Por fim, Henrique Arcoverde –  o Fofão –  Head de Consultoria da Tempest, apresentou o tema “Afinal, o que é esse tal de Signal?”, explicando o que é o protocolo Signal (usado para criptografar conversas) e como ele funciona para garantir a privacidade das mensagens eletrônicas. Henrique deu uma verdadeira aula sobre KDF – Key Derivation Function. KDF é uma função de derivação de chaves com a qual uma chave de entrada e outros dados são usados para gerar (ou seja, derivar) material de chaveamento que pode ser empregado pelos algoritmos de criptografia. Em outras palavras, os KDFs fornecem uma capacidade de expansão de chave e é atualmente imprescindível para garantir o sigilo das comunicações em meio eletrônico.

Cristiano Lincoln Mattos

O encerramento foi feito CEO da Tempest, Cristiano Lincoln Mattos, que considerou o evento um momento para a troca de conhecimento e experiências.

“Ficamos muito felizes por ver que metade do valor do Tempest Talks vem do palco e a outra metade vem das pessoas conversando nesse espaço que criamos para a troca de ideias e experiências com todos. A gente acredita que mercado precisa crescer e evoluir e essa é a nossa contribuição”, afirma Lincoln.

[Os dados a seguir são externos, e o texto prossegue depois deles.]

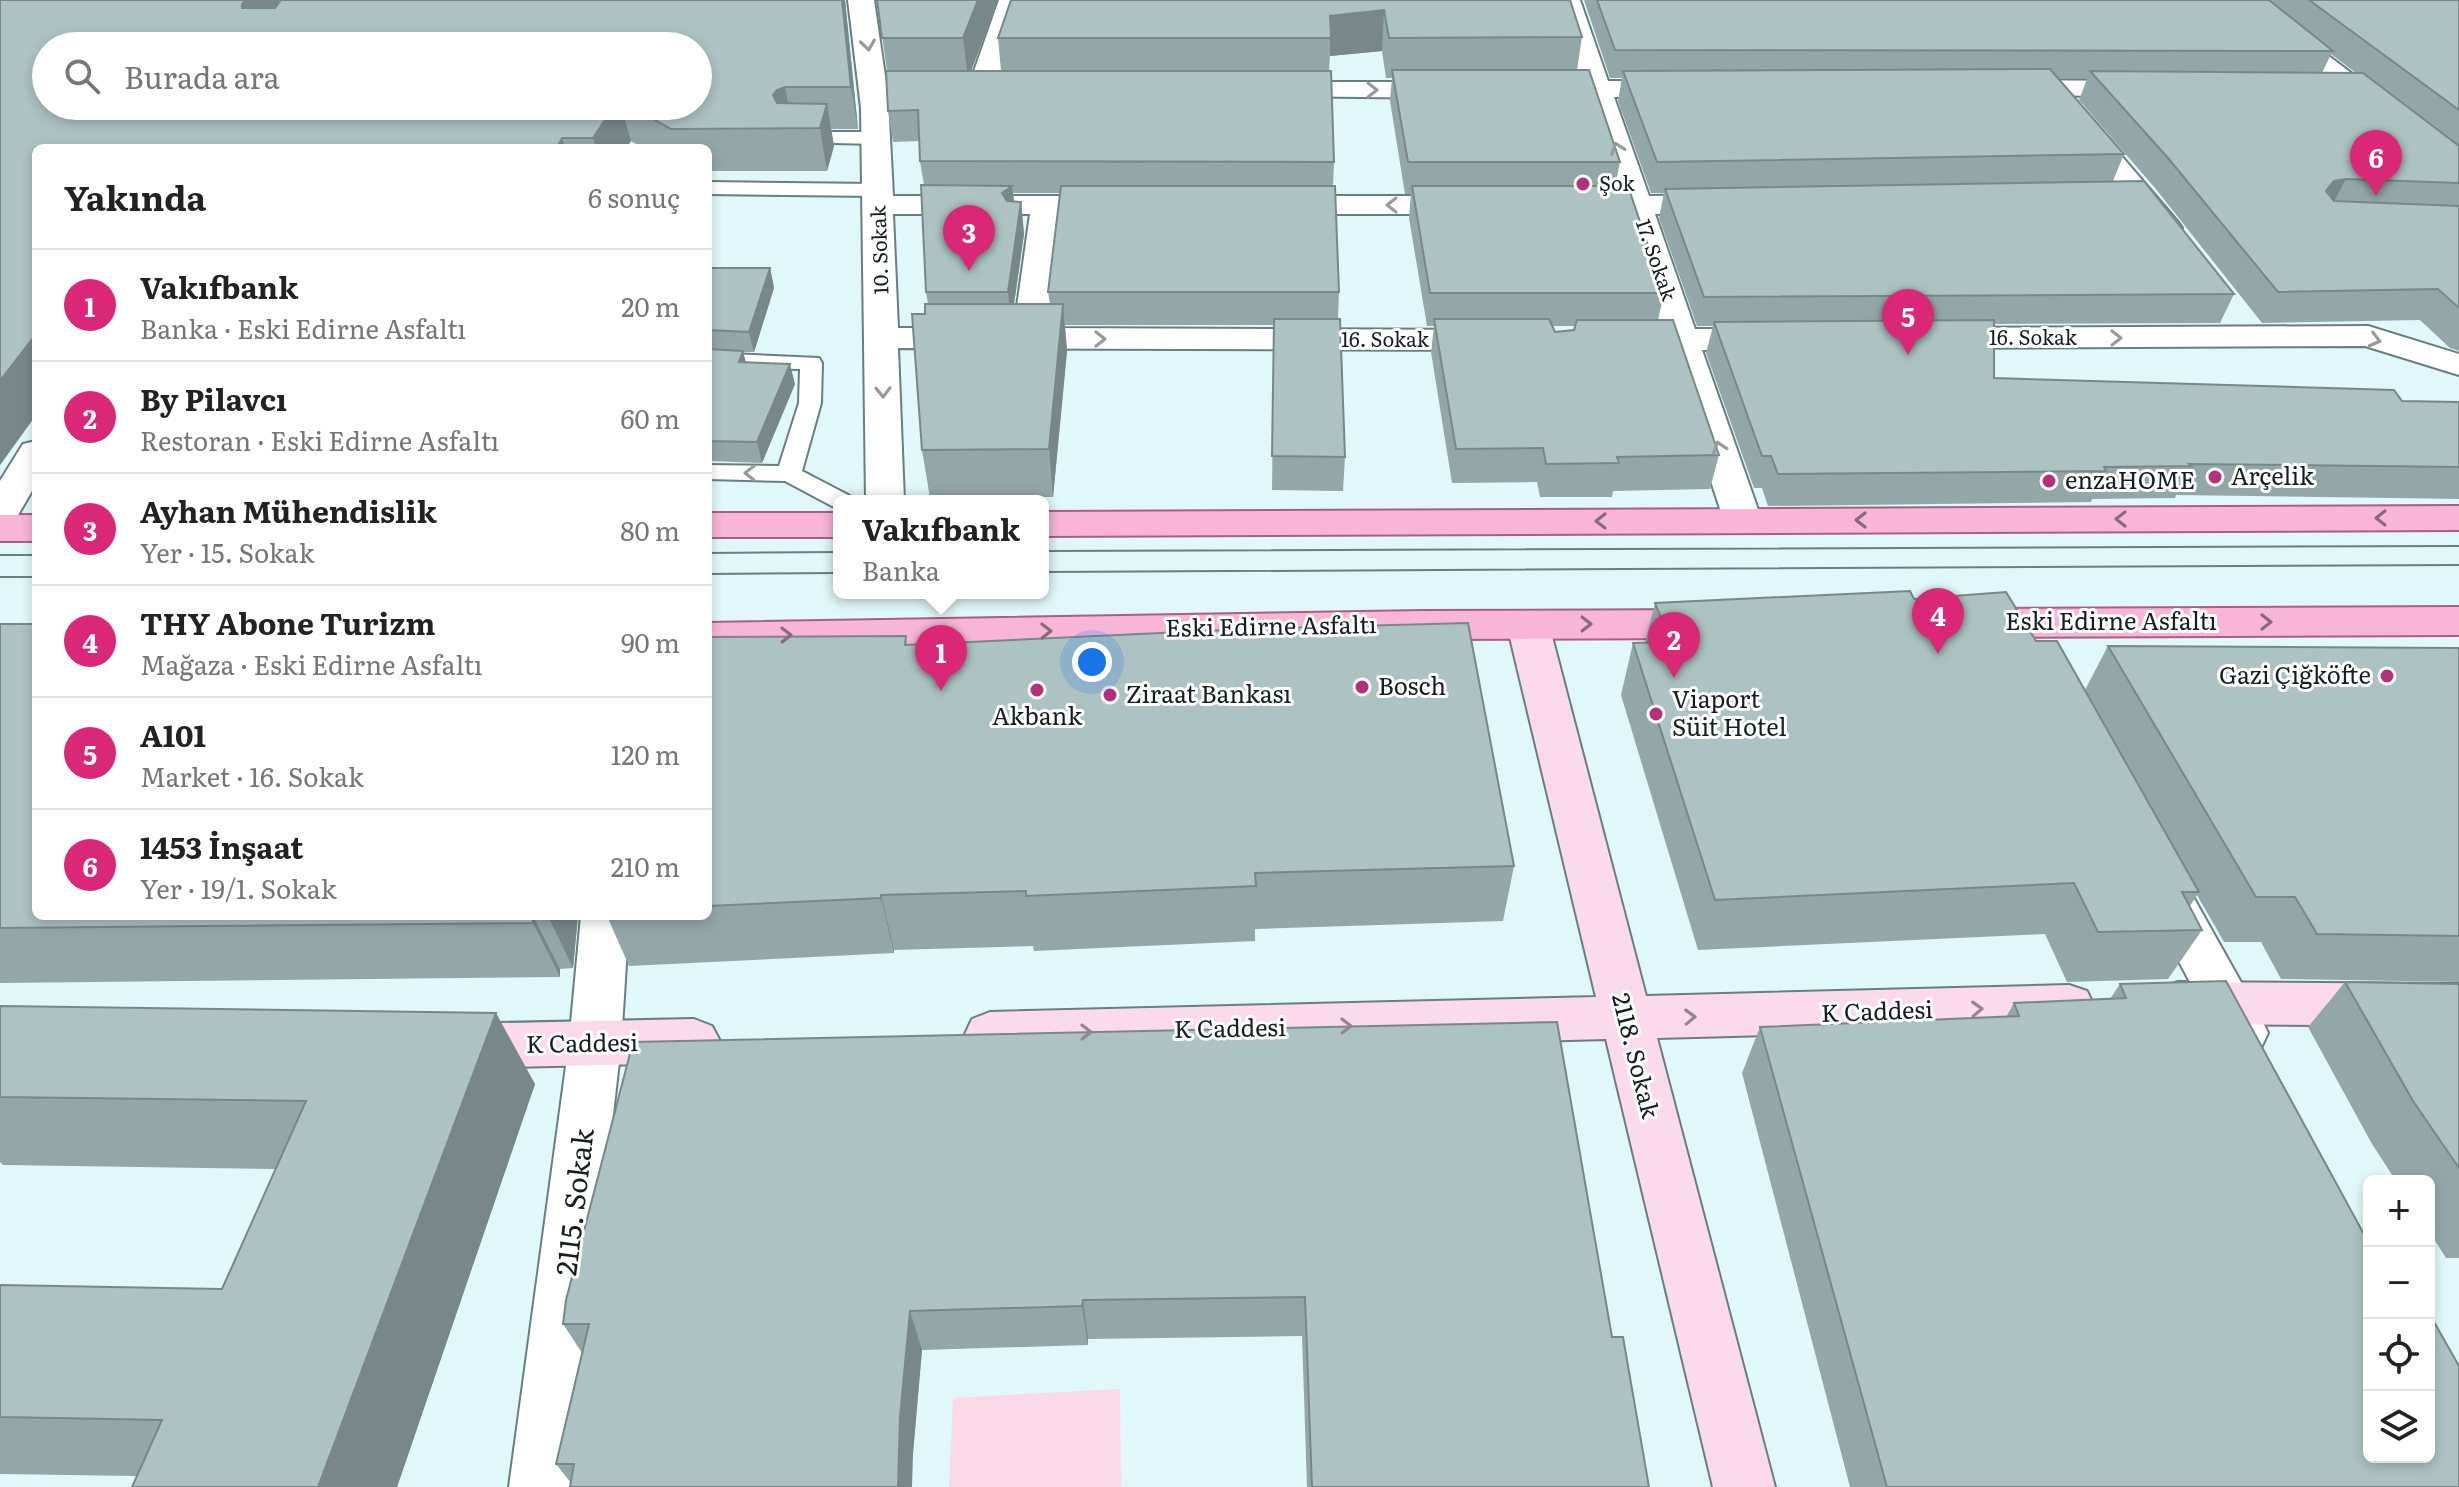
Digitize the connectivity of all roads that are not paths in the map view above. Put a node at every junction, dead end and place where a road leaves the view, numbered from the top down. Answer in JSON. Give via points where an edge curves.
{"nodes":[{"id":1,"x":861,"y":0,"type":"edge"},
{"id":2,"x":1012,"y":0,"type":"edge"},
{"id":3,"x":1567,"y":0,"type":"edge"},
{"id":4,"x":2239,"y":0,"type":"edge"},
{"id":5,"x":2049,"y":88,"type":"junction"},
{"id":6,"x":1596,"y":89,"type":"junction"},
{"id":7,"x":1705,"y":89,"type":"edge"},
{"id":8,"x":1987,"y":89,"type":"edge"},
{"id":9,"x":1013,"y":90,"type":"edge"},
{"id":10,"x":1249,"y":90,"type":"edge"},
{"id":11,"x":2172,"y":90,"type":"edge"},
{"id":12,"x":874,"y":91,"type":"junction"},
{"id":13,"x":981,"y":91,"type":"junction"},
{"id":14,"x":2311,"y":91,"type":"edge"},
{"id":15,"x":2357,"y":91,"type":"junction"},
{"id":16,"x":793,"y":138,"type":"edge"},
{"id":17,"x":876,"y":138,"type":"junction"},
{"id":18,"x":2459,"y":170,"type":"edge"},
{"id":19,"x":712,"y":188,"type":"edge"},
{"id":20,"x":878,"y":197,"type":"junction"},
{"id":21,"x":2142,"y":197,"type":"junction"},
{"id":22,"x":2110,"y":198,"type":"edge"},
{"id":23,"x":1748,"y":204,"type":"edge"},
{"id":24,"x":1143,"y":205,"type":"edge"},
{"id":25,"x":1254,"y":205,"type":"edge"},
{"id":26,"x":1494,"y":205,"type":"edge"},
{"id":27,"x":1542,"y":206,"type":"edge"},
{"id":28,"x":1637,"y":206,"type":"junction"},
{"id":29,"x":1036,"y":219,"type":"junction"},
{"id":30,"x":2187,"y":255,"type":"edge"},
{"id":31,"x":2224,"y":302,"type":"edge"},
{"id":32,"x":2252,"y":337,"type":"junction"},
{"id":33,"x":882,"y":338,"type":"junction"},
{"id":34,"x":1030,"y":338,"type":"junction"},
{"id":35,"x":1793,"y":338,"type":"edge"},
{"id":36,"x":1904,"y":338,"type":"edge"},
{"id":37,"x":1683,"y":339,"type":"junction"},
{"id":38,"x":1523,"y":340,"type":"edge"},
{"id":39,"x":1583,"y":340,"type":"edge"},
{"id":40,"x":712,"y":360,"type":"edge"},
{"id":41,"x":2459,"y":365,"type":"edge"},
{"id":42,"x":32,"y":459,"type":"edge"},
{"id":43,"x":712,"y":472,"type":"edge"},
{"id":44,"x":789,"y":474,"type":"junction"},
{"id":45,"x":885,"y":495,"type":"edge"},
{"id":46,"x":833,"y":497,"type":"edge"},
{"id":47,"x":0,"y":513,"type":"edge"},
{"id":48,"x":2459,"y":518,"type":"edge"},
{"id":49,"x":1743,"y":521,"type":"junction"},
{"id":50,"x":1049,"y":524,"type":"edge"},
{"id":51,"x":712,"y":525,"type":"edge"},
{"id":52,"x":833,"y":525,"type":"edge"},
{"id":53,"x":0,"y":528,"type":"edge"},
{"id":54,"x":32,"y":528,"type":"edge"},
{"id":55,"x":2459,"y":621,"type":"edge"},
{"id":56,"x":1924,"y":623,"type":"edge"},
{"id":57,"x":2019,"y":623,"type":"junction"},
{"id":58,"x":1750,"y":624,"type":"edge"},
{"id":59,"x":1528,"y":625,"type":"junction"},
{"id":60,"x":712,"y":637,"type":"edge"},
{"id":61,"x":2042,"y":665,"type":"edge"},
{"id":62,"x":2141,"y":847,"type":"edge"},
{"id":63,"x":605,"y":920,"type":"edge"},
{"id":64,"x":2225,"y":1002,"type":"junction"},
{"id":65,"x":2459,"y":1005,"type":"edge"},
{"id":66,"x":1626,"y":1019,"type":"junction"},
{"id":67,"x":944,"y":1036,"type":"edge"},
{"id":68,"x":737,"y":1040,"type":"edge"},
{"id":69,"x":595,"y":1044,"type":"junction"},
{"id":70,"x":406,"y":1046,"type":"edge"},
{"id":71,"x":2263,"y":1069,"type":"edge"},
{"id":72,"x":540,"y":1487,"type":"edge"},
{"id":73,"x":1744,"y":1487,"type":"edge"}],
"edges":[{"from":1,"to":12,"type":"street","name":"10. Sokak","one_way":true},
{"from":2,"to":13,"type":"street"},
{"from":3,"to":6,"type":"street","name":"17. Sokak"},
{"from":4,"to":15,"type":"street"},
{"from":5,"to":8,"type":"street"},
{"from":5,"to":11,"type":"street"},
{"from":5,"to":21,"type":"street"},
{"from":6,"to":7,"type":"street"},
{"from":10,"to":6,"type":"street","one_way":true},
{"from":28,"to":6,"type":"street","name":"17. Sokak","one_way":true},
{"from":9,"to":13,"type":"street"},
{"from":12,"to":13,"type":"street"},
{"from":12,"to":17,"type":"street","name":"10. Sokak"},
{"from":14,"to":15,"type":"street"},
{"from":15,"to":18,"type":"street"},
{"from":16,"to":17,"type":"lane"},
{"from":17,"to":20,"type":"street","name":"10. Sokak"},
{"from":19,"to":20,"type":"lane"},
{"from":20,"to":29,"type":"street"},
{"from":20,"to":33,"type":"street","name":"10. Sokak"},
{"from":21,"to":22,"type":"street"},
{"from":21,"to":30,"type":"street"},
{"from":23,"to":28,"type":"street"},
{"from":24,"to":29,"type":"street"},
{"from":26,"to":25,"type":"street","one_way":true},
{"from":27,"to":28,"type":"street"},
{"from":28,"to":37,"type":"street","name":"17. Sokak"},
{"from":29,"to":34,"type":"street"},
{"from":31,"to":32,"type":"street"},
{"from":36,"to":32,"type":"street","name":"16. Sokak","one_way":true},
{"from":32,"to":41,"type":"street","name":"16. Sokak","one_way":true,"via":[[2368,336]]},
{"from":33,"to":34,"type":"street","name":"16. Sokak"},
{"from":33,"to":45,"type":"street","name":"10. Sokak","one_way":true},
{"from":34,"to":38,"type":"street","name":"16. Sokak","one_way":true},
{"from":35,"to":37,"type":"street"},
{"from":37,"to":39,"type":"street"},
{"from":49,"to":37,"type":"street","name":"17. Sokak","one_way":true},
{"from":40,"to":44,"type":"lane","via":[[811,363],[810,403]]},
{"from":42,"to":47,"type":"street"},
{"from":44,"to":43,"type":"lane","one_way":true},
{"from":44,"to":46,"type":"lane"},
{"from":48,"to":49,"type":"main road","one_way":true},
{"from":49,"to":50,"type":"main road","one_way":true},
{"from":51,"to":52,"type":"main road"},
{"from":53,"to":54,"type":"main road"},
{"from":57,"to":55,"type":"main road","name":"Eski Edirne Asfaltı","one_way":true},
{"from":56,"to":57,"type":"main road","name":"Eski Edirne Asfaltı"},
{"from":57,"to":61,"type":"street"},
{"from":59,"to":58,"type":"main road","name":"Eski Edirne Asfaltı","one_way":true},
{"from":60,"to":59,"type":"main road","name":"Eski Edirne Asfaltı","one_way":true},
{"from":59,"to":66,"type":"street","name":"2118. Sokak"},
{"from":62,"to":64,"type":"street"},
{"from":63,"to":69,"type":"street","name":"2115. Sokak"},
{"from":64,"to":65,"type":"street","name":"K Caddesi"},
{"from":66,"to":64,"type":"street","name":"K Caddesi","one_way":true},
{"from":64,"to":71,"type":"street"},
{"from":67,"to":66,"type":"street","name":"K Caddesi","one_way":true},
{"from":66,"to":73,"type":"street","name":"2118. Sokak"},
{"from":68,"to":69,"type":"street","name":"K Caddesi"},
{"from":69,"to":70,"type":"street","name":"K Caddesi"},
{"from":69,"to":72,"type":"street","name":"2115. Sokak"}]}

O evento se destacou pela qualidade técnica das palestras apresentadas e pelo clima intimista que envolveu os participantes.

 

Sobre o Grupo Tempest – tempest.com.br

Com 18 anos de experiência em cibersegurança e combate a fraudes digitais, a Tempest nasceu como uma startup incubada no Centro de Estudos e Sistemas Avançados do Recife (C.E.S.A.R.), no ambiente do Porto Digital em Recife, um dos principais e mais avançados polos de tecnologia do País. Referência pela expertise técnica, integridade, maturidade operacional e capacidade de entrega, a Tempest acredita que a cibersegurança é um direito do mundo, e tem como principal desafio oferecer o melhor em segurança da informação e combate a fraudes digitais.

Em fevereiro deste ano, a Tempest anunciou a aquisição da EZ-Security, uma das principais empresas do País na integração de produtos de tecnologia em cibersegurança. Com isso, a Tempest se torna o maior grupo brasileiro especializado em cibersegurança, com faturamento superior a R$ 100 milhões em 2017, mais de 280 funcionários e vasta lista de clientes no Brasil e exterior, atendidos a partir dos escritórios de Recife, São Paulo, Rio de Janeiro e Londres.